*** DATA UNDER STUDY Section Begins ***

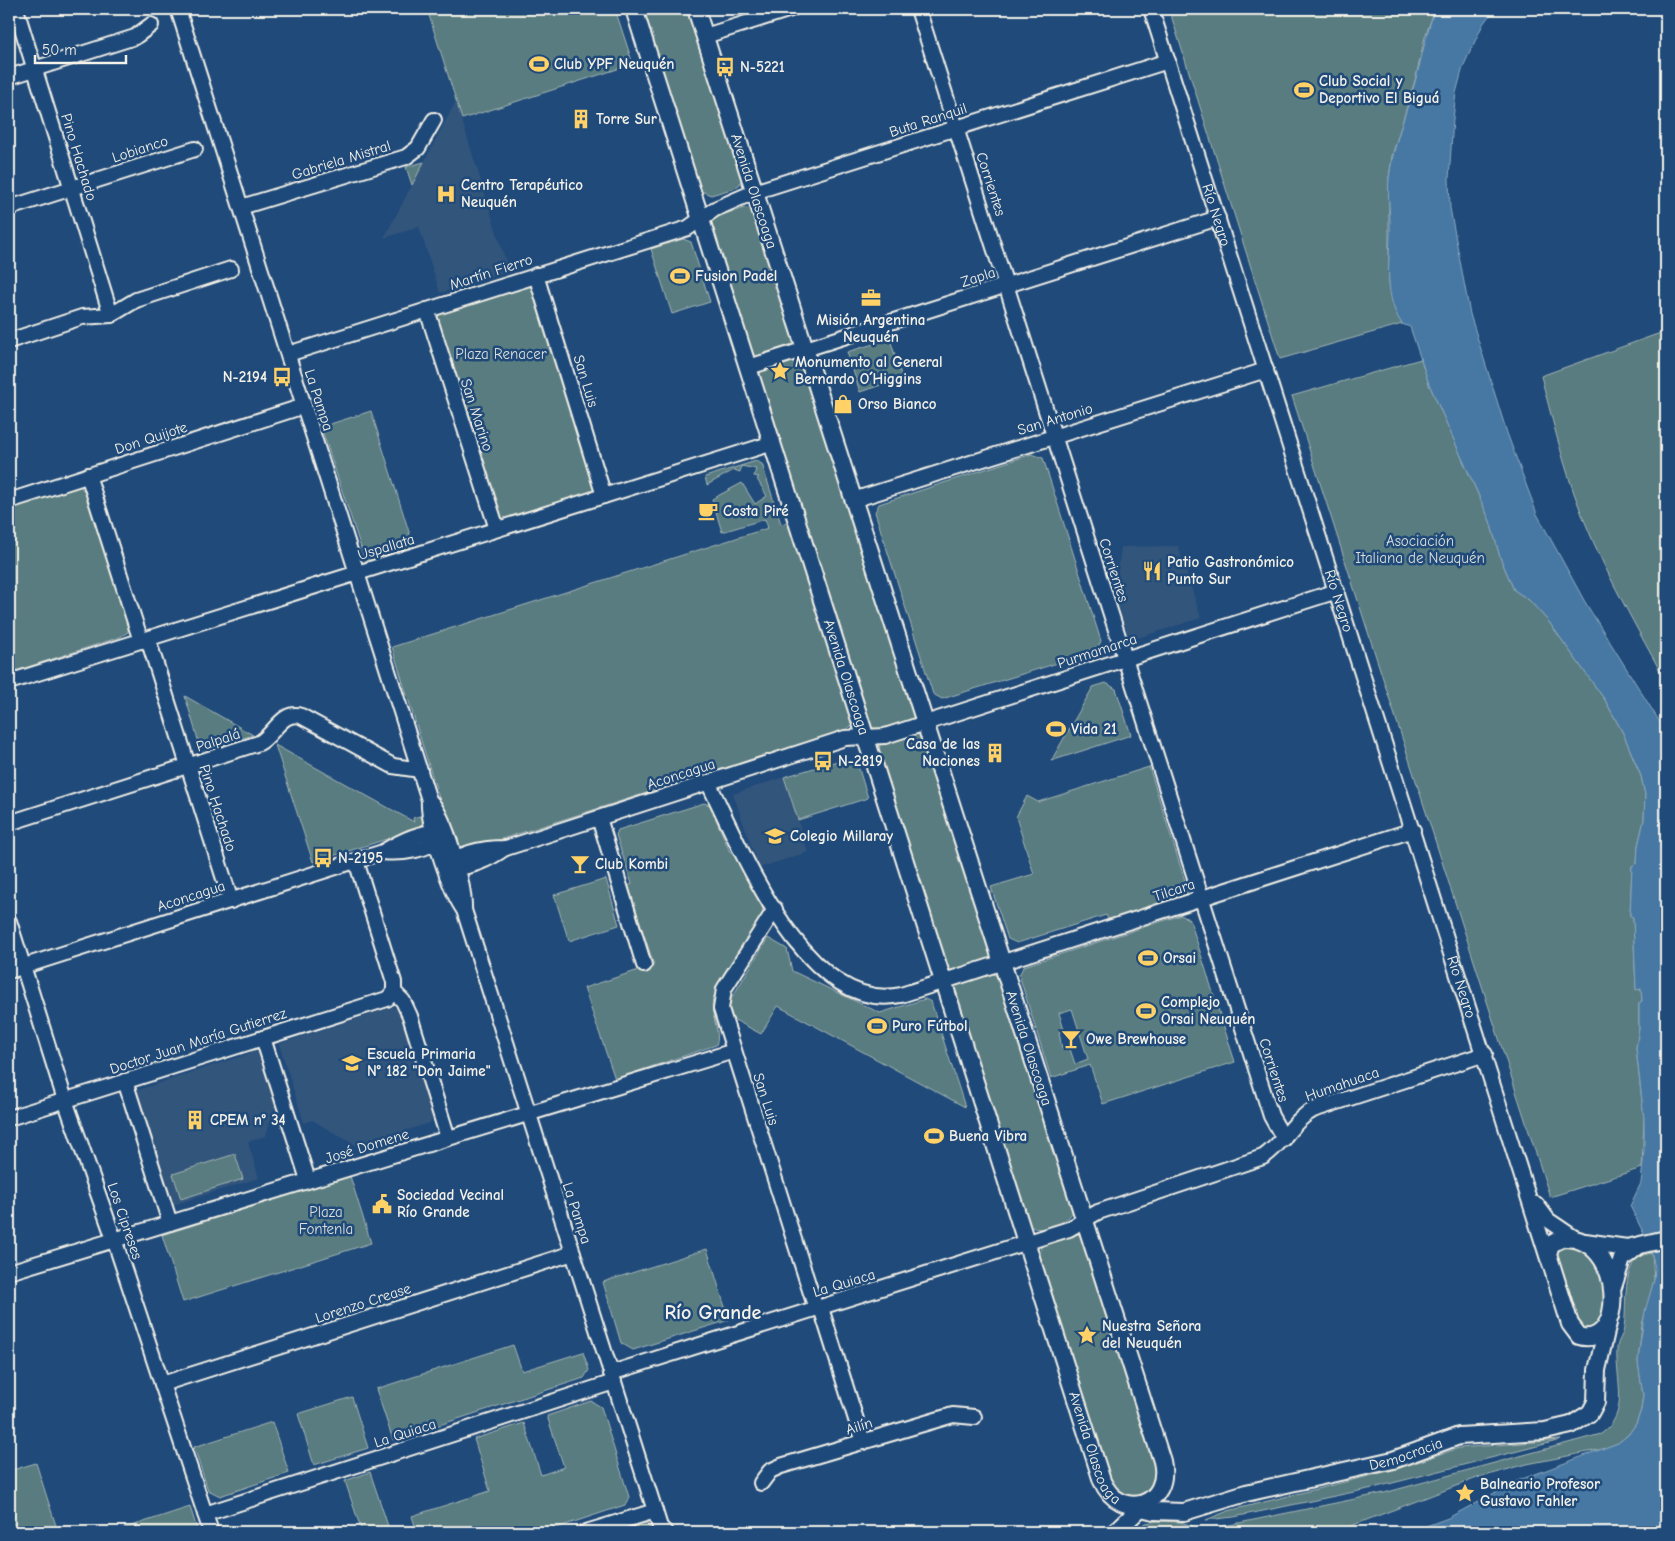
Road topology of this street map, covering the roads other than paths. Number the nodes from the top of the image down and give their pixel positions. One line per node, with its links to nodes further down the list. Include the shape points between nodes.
1 (16, 9): 11 (street, Pino Hachado)
2 (178, 9): 18 (street, La Pampa)
3 (634, 9): 20 (main road, Avenida Olascoaga)
4 (696, 9): 9 (main road, Avenida Olascoaga)
5 (791, 9): 9 (street)
6 (918, 9): 14 (street, Corrientes)
7 (1151, 9): 10 (street, Río Negro)
8 (151, 25): 11 (street, via 134,37)
9 (705, 36): 17 (main road, Avenida Olascoaga)
10 (1168, 61): 14 (street, Buta Ranquil); 21 (street, Río Negro)
11 (35, 69): 12 (street); 16 (street, Pino Hachado)
12 (9, 77)
13 (434, 120): 18 (street, Gabriela Mistral, via 418,148 406,157)
14 (956, 128): 17 (street, Buta Ranquil); 24 (street, Corrientes)
15 (195, 149): 16 (street, Lobianco)
16 (72, 188): 19 (street, Lobianco); 26 (street, Pino Hachado)
17 (754, 192): 20 (street, Buta Ranquil); 28 (main road, Avenida Olascoaga)
18 (241, 207): 29 (street, La Pampa)
19 (9, 208)
20 (702, 217): 23 (street, Martín Fierro, via 688,228); 30 (main road, Avenida Olascoaga)
21 (1218, 218): 24 (street, Zapla); 31 (street, Río Negro)
22 (231, 268): 26 (street, via 140,298)
23 (536, 275): 25 (street, Martín Fierro); 36 (street, San Luis)
24 (1006, 285): 28 (street, Zapla); 33 (street, Corrientes)
25 (427, 310): 29 (street, Martín Fierro); 39 (street, San Marino)
26 (111, 315): 27 (street, via 82,317)
27 (9, 341)
28 (805, 349): 30 (street, Zapla); 37 (main road, Avenida Olascoaga)
29 (288, 354): 32 (street, La Pampa)
30 (748, 367): 34 (main road, Avenida Olascoaga)
31 (1266, 370): 33 (street, San Antonio); 41 (street, Río Negro)
32 (304, 406): 35 (street, Don Quijote); 40 (street, La Pampa)
33 (1055, 436): 37 (street, San Antonio); 43 (street, Corrientes)
34 (773, 443): 36 (street, Uspallata); 46 (main road, Avenida Olascoaga)
35 (88, 475): 38 (street, Don Quijote); 42 (street, Pino Hachado)
36 (604, 496): 39 (street, Uspallata)
37 (853, 500): 45 (main road, Avenida Olascoaga)
38 (9, 501)
39 (497, 529): 40 (street, Uspallata)
40 (357, 573): 42 (street, Uspallata); 48 (street, La Pampa)
41 (1337, 591): 43 (street, Purmamarca); 52 (street, Río Negro)
42 (145, 640): 44 (street, Uspallata); 47 (street, Pino Hachado)
43 (1125, 659): 45 (street, Purmamarca); 56 (street, Corrientes)
44 (9, 682)
45 (925, 723): 46 (street, Purmamarca, via 885,736); 60 (main road, Avenida Olascoaga)
46 (866, 737): 49 (street, Aconcagua, via 845,738); 64 (main road, Avenida Olascoaga)
47 (188, 766): 48 (street, Palpalá, via 259,743 286,718 296,714 398,768); 51 (street, Palpalá); 57 (street, Pino Hachado)
48 (420, 770): 53 (street, La Pampa, via 429,800 428,812)
49 (708, 782): 50 (street, Aconcagua); 58 (street, Tilcara)
50 (598, 818): 55 (street, Aconcagua, via 506,848 486,859); 61 (street)
51 (9, 823)
52 (1413, 830): 56 (street, Tilcara); 68 (street, Río Negro)
53 (439, 836): 54 (street, Aconcagua, via 404,852 383,852); 55 (street, La Pampa)
54 (356, 861): 57 (street, Aconcagua); 65 (street, via 394,982)
55 (452, 865): 71 (street, La Pampa, via 454,896 464,910)
56 (1202, 898): 60 (street, Tilcara); 74 (street, Corrientes, via 1271,1116)
57 (231, 900): 62 (street, Aconcagua)
58 (775, 909): 64 (street, Tilcara, via 814,963 865,994 889,997); 67 (street, San Luis, via 721,996 722,1016)
59 (9, 921): 62 (street, Los Cipreses)
60 (1002, 963): 64 (street, Tilcara); 77 (main road, Avenida Olascoaga)
61 (644, 965)
62 (23, 966): 63 (street, Aconcagua); 70 (street, Los Cipreses)
63 (9, 971)
64 (944, 981): 82 (main road, Avenida Olascoaga)
65 (394, 992): 66 (street, Doctor Juan María Gutierrez, via 387,999); 73 (street, via 410,1016)
66 (267, 1037): 69 (street, Doctor Juan María Gutierrez); 75 (street)
67 (734, 1051): 71 (street, José Domene); 88 (street, San Luis)
68 (1485, 1054): 74 (street, Humahuaca, via 1313,1110 1300,1117); 76 (street, Río Negro)
69 (125, 1081): 70 (street, Doctor Juan María Gutierrez); 78 (street)
70 (65, 1100): 72 (street, Doctor Juan María Gutierrez); 79 (street, Los Cipreses)
71 (528, 1113): 73 (street, José Domene); 84 (street, La Pampa)
72 (9, 1118)
73 (448, 1138): 75 (street, José Domene)
74 (1284, 1139): 77 (street, Humahuaca, via 1255,1161 1098,1212)
75 (312, 1179): 78 (street, José Domene)
76 (1529, 1193): 81 (street, Río Negro, via 1548,1220); 85 (street, Río Negro)
77 (1084, 1220): 82 (street, La Quiaca, via 1072,1228); 95 (main road, Avenida Olascoaga, via 1162,1461 1163,1483)
78 (170, 1223): 79 (street, José Domene)
79 (114, 1239): 86 (street, José Domene); 91 (street, Los Cipreses)
80 (1666, 1239): 83 (main road)
81 (1579, 1240): 83 (main road, via 1619,1248); 85 (main road, via 1556,1240 1548,1248); 87 (main road, Río Negro, via 1598,1252)
82 (1028, 1243): 88 (street, La Quiaca); 95 (main road, Avenida Olascoaga, via 1102,1481 1116,1500)
83 (1638, 1246): 87 (main road, via 1622,1259)
84 (573, 1253): 90 (street, La Pampa); 91 (street, Lorenzo Crease)
85 (1548, 1260): 89 (main road, Río Negro, via 1574,1333 1589,1338)
86 (9, 1272)
87 (1613, 1289): 89 (main road, Río Negro)
88 (818, 1308): 90 (street, La Quiaca); 93 (street, San Luis)
89 (1608, 1324): 95 (main road, Democracia, via 1597,1370 1596,1402 1590,1413 1571,1425 1544,1431 1459,1436 1394,1460 1246,1493 1184,1512)
90 (613, 1378): 96 (street, La Pampa); 97 (street, La Quiaca)
91 (162, 1384): 97 (street, Los Cipreses)
92 (974, 1417): 93 (street, Ailín, via 953,1415)
93 (863, 1442): 94 (street, Ailín, via 775,1468)
94 (761, 1483)
95 (1140, 1505): 101 (main road)
96 (655, 1511): 98 (street, La Pampa); 100 (street)
97 (205, 1514): 99 (street, Los Cipreses)
98 (661, 1530)
99 (211, 1532)
100 (586, 1532)
101 (1115, 1532)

*** DATA UNDER STUDY Section Ends ***

The reply is to be all the records above, transcribed exactly, with no pictures.

▶ _ANSWER TO THIS PROBLEM_:
Road topology of this street map, covering the roads other than paths. Number the nodes from the top of the image down and give their pixel positions. One line per node, with its links to nodes further down the list. Include the shape points between nodes.
1 (16, 9): 11 (street, Pino Hachado)
2 (178, 9): 18 (street, La Pampa)
3 (634, 9): 20 (main road, Avenida Olascoaga)
4 (696, 9): 9 (main road, Avenida Olascoaga)
5 (791, 9): 9 (street)
6 (918, 9): 14 (street, Corrientes)
7 (1151, 9): 10 (street, Río Negro)
8 (151, 25): 11 (street, via 134,37)
9 (705, 36): 17 (main road, Avenida Olascoaga)
10 (1168, 61): 14 (street, Buta Ranquil); 21 (street, Río Negro)
11 (35, 69): 12 (street); 16 (street, Pino Hachado)
12 (9, 77)
13 (434, 120): 18 (street, Gabriela Mistral, via 418,148 406,157)
14 (956, 128): 17 (street, Buta Ranquil); 24 (street, Corrientes)
15 (195, 149): 16 (street, Lobianco)
16 (72, 188): 19 (street, Lobianco); 26 (street, Pino Hachado)
17 (754, 192): 20 (street, Buta Ranquil); 28 (main road, Avenida Olascoaga)
18 (241, 207): 29 (street, La Pampa)
19 (9, 208)
20 (702, 217): 23 (street, Martín Fierro, via 688,228); 30 (main road, Avenida Olascoaga)
21 (1218, 218): 24 (street, Zapla); 31 (street, Río Negro)
22 (231, 268): 26 (street, via 140,298)
23 (536, 275): 25 (street, Martín Fierro); 36 (street, San Luis)
24 (1006, 285): 28 (street, Zapla); 33 (street, Corrientes)
25 (427, 310): 29 (street, Martín Fierro); 39 (street, San Marino)
26 (111, 315): 27 (street, via 82,317)
27 (9, 341)
28 (805, 349): 30 (street, Zapla); 37 (main road, Avenida Olascoaga)
29 (288, 354): 32 (street, La Pampa)
30 (748, 367): 34 (main road, Avenida Olascoaga)
31 (1266, 370): 33 (street, San Antonio); 41 (street, Río Negro)
32 (304, 406): 35 (street, Don Quijote); 40 (street, La Pampa)
33 (1055, 436): 37 (street, San Antonio); 43 (street, Corrientes)
34 (773, 443): 36 (street, Uspallata); 46 (main road, Avenida Olascoaga)
35 (88, 475): 38 (street, Don Quijote); 42 (street, Pino Hachado)
36 (604, 496): 39 (street, Uspallata)
37 (853, 500): 45 (main road, Avenida Olascoaga)
38 (9, 501)
39 (497, 529): 40 (street, Uspallata)
40 (357, 573): 42 (street, Uspallata); 48 (street, La Pampa)
41 (1337, 591): 43 (street, Purmamarca); 52 (street, Río Negro)
42 (145, 640): 44 (street, Uspallata); 47 (street, Pino Hachado)
43 (1125, 659): 45 (street, Purmamarca); 56 (street, Corrientes)
44 (9, 682)
45 (925, 723): 46 (street, Purmamarca, via 885,736); 60 (main road, Avenida Olascoaga)
46 (866, 737): 49 (street, Aconcagua, via 845,738); 64 (main road, Avenida Olascoaga)
47 (188, 766): 48 (street, Palpalá, via 259,743 286,718 296,714 398,768); 51 (street, Palpalá); 57 (street, Pino Hachado)
48 (420, 770): 53 (street, La Pampa, via 429,800 428,812)
49 (708, 782): 50 (street, Aconcagua); 58 (street, Tilcara)
50 (598, 818): 55 (street, Aconcagua, via 506,848 486,859); 61 (street)
51 (9, 823)
52 (1413, 830): 56 (street, Tilcara); 68 (street, Río Negro)
53 (439, 836): 54 (street, Aconcagua, via 404,852 383,852); 55 (street, La Pampa)
54 (356, 861): 57 (street, Aconcagua); 65 (street, via 394,982)
55 (452, 865): 71 (street, La Pampa, via 454,896 464,910)
56 (1202, 898): 60 (street, Tilcara); 74 (street, Corrientes, via 1271,1116)
57 (231, 900): 62 (street, Aconcagua)
58 (775, 909): 64 (street, Tilcara, via 814,963 865,994 889,997); 67 (street, San Luis, via 721,996 722,1016)
59 (9, 921): 62 (street, Los Cipreses)
60 (1002, 963): 64 (street, Tilcara); 77 (main road, Avenida Olascoaga)
61 (644, 965)
62 (23, 966): 63 (street, Aconcagua); 70 (street, Los Cipreses)
63 (9, 971)
64 (944, 981): 82 (main road, Avenida Olascoaga)
65 (394, 992): 66 (street, Doctor Juan María Gutierrez, via 387,999); 73 (street, via 410,1016)
66 (267, 1037): 69 (street, Doctor Juan María Gutierrez); 75 (street)
67 (734, 1051): 71 (street, José Domene); 88 (street, San Luis)
68 (1485, 1054): 74 (street, Humahuaca, via 1313,1110 1300,1117); 76 (street, Río Negro)
69 (125, 1081): 70 (street, Doctor Juan María Gutierrez); 78 (street)
70 (65, 1100): 72 (street, Doctor Juan María Gutierrez); 79 (street, Los Cipreses)
71 (528, 1113): 73 (street, José Domene); 84 (street, La Pampa)
72 (9, 1118)
73 (448, 1138): 75 (street, José Domene)
74 (1284, 1139): 77 (street, Humahuaca, via 1255,1161 1098,1212)
75 (312, 1179): 78 (street, José Domene)
76 (1529, 1193): 81 (street, Río Negro, via 1548,1220); 85 (street, Río Negro)
77 (1084, 1220): 82 (street, La Quiaca, via 1072,1228); 95 (main road, Avenida Olascoaga, via 1162,1461 1163,1483)
78 (170, 1223): 79 (street, José Domene)
79 (114, 1239): 86 (street, José Domene); 91 (street, Los Cipreses)
80 (1666, 1239): 83 (main road)
81 (1579, 1240): 83 (main road, via 1619,1248); 85 (main road, via 1556,1240 1548,1248); 87 (main road, Río Negro, via 1598,1252)
82 (1028, 1243): 88 (street, La Quiaca); 95 (main road, Avenida Olascoaga, via 1102,1481 1116,1500)
83 (1638, 1246): 87 (main road, via 1622,1259)
84 (573, 1253): 90 (street, La Pampa); 91 (street, Lorenzo Crease)
85 (1548, 1260): 89 (main road, Río Negro, via 1574,1333 1589,1338)
86 (9, 1272)
87 (1613, 1289): 89 (main road, Río Negro)
88 (818, 1308): 90 (street, La Quiaca); 93 (street, San Luis)
89 (1608, 1324): 95 (main road, Democracia, via 1597,1370 1596,1402 1590,1413 1571,1425 1544,1431 1459,1436 1394,1460 1246,1493 1184,1512)
90 (613, 1378): 96 (street, La Pampa); 97 (street, La Quiaca)
91 (162, 1384): 97 (street, Los Cipreses)
92 (974, 1417): 93 (street, Ailín, via 953,1415)
93 (863, 1442): 94 (street, Ailín, via 775,1468)
94 (761, 1483)
95 (1140, 1505): 101 (main road)
96 (655, 1511): 98 (street, La Pampa); 100 (street)
97 (205, 1514): 99 (street, Los Cipreses)
98 (661, 1530)
99 (211, 1532)
100 (586, 1532)
101 (1115, 1532)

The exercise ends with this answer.